Scan the records below, and wherever a line has the word "wrist", pull it out.

(Beginning of Dataset records)

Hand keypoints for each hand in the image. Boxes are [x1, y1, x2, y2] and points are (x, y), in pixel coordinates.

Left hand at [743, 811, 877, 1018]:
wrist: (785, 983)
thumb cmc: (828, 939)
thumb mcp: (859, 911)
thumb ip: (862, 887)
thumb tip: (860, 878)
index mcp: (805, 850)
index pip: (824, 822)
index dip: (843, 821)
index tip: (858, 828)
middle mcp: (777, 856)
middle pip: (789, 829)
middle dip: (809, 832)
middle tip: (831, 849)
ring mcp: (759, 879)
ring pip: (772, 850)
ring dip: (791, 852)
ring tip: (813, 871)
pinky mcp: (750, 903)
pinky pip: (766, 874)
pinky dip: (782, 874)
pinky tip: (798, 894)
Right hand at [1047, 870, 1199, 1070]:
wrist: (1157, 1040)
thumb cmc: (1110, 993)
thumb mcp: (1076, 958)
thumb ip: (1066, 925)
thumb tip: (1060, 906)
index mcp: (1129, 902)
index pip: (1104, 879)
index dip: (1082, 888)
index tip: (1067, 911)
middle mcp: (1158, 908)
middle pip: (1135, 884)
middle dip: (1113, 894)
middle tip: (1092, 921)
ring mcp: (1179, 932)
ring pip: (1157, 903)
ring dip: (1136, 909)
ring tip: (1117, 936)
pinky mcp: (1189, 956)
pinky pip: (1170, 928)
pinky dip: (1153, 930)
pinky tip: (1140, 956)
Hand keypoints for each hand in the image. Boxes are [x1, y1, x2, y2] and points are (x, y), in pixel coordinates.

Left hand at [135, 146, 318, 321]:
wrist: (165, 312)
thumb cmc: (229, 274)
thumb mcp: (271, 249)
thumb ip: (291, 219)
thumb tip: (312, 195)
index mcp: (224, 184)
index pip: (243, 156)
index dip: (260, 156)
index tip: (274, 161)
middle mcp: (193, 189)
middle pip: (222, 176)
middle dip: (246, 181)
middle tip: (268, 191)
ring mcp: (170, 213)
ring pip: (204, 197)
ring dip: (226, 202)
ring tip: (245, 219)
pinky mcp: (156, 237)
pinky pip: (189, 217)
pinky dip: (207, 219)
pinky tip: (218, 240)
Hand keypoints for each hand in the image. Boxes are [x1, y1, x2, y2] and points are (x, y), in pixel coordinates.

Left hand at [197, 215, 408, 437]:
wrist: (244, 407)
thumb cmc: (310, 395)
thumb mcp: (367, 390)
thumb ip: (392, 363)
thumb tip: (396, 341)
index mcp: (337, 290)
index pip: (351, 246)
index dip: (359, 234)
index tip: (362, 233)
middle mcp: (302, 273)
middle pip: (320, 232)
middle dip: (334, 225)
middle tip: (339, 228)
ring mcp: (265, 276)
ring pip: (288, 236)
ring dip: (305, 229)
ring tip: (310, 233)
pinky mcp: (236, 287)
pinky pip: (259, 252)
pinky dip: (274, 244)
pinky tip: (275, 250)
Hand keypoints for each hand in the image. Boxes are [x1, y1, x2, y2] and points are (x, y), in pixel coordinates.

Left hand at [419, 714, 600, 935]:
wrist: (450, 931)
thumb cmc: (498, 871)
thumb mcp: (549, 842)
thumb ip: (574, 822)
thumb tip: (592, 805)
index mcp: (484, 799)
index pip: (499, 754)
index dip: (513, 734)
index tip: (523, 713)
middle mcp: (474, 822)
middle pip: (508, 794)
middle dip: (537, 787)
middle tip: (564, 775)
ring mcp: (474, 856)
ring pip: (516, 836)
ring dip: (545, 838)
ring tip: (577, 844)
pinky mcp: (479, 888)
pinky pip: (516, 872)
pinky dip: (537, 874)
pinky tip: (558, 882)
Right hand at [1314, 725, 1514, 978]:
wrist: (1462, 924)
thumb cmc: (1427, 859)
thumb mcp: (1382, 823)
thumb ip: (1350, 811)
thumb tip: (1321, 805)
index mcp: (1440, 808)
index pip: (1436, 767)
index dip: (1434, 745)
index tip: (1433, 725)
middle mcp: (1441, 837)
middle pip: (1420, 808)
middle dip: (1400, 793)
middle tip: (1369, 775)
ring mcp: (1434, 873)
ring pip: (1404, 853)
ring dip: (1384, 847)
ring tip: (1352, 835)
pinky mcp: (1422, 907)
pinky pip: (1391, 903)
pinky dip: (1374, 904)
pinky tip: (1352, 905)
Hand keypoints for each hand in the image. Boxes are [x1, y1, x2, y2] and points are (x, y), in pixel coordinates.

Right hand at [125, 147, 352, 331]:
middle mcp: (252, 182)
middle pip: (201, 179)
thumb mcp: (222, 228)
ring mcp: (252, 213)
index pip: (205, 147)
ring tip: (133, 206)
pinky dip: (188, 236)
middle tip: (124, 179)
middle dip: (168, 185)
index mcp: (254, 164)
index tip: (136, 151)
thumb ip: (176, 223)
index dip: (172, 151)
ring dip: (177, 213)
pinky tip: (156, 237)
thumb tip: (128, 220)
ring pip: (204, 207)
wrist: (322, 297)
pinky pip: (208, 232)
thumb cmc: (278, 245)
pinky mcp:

(End of Dataset records)

◆ **Expected answer**
wrist: (785, 983)
wrist: (1157, 1040)
wrist: (165, 312)
wrist: (244, 407)
wrist: (450, 931)
wrist: (1462, 924)
wrist: (322, 297)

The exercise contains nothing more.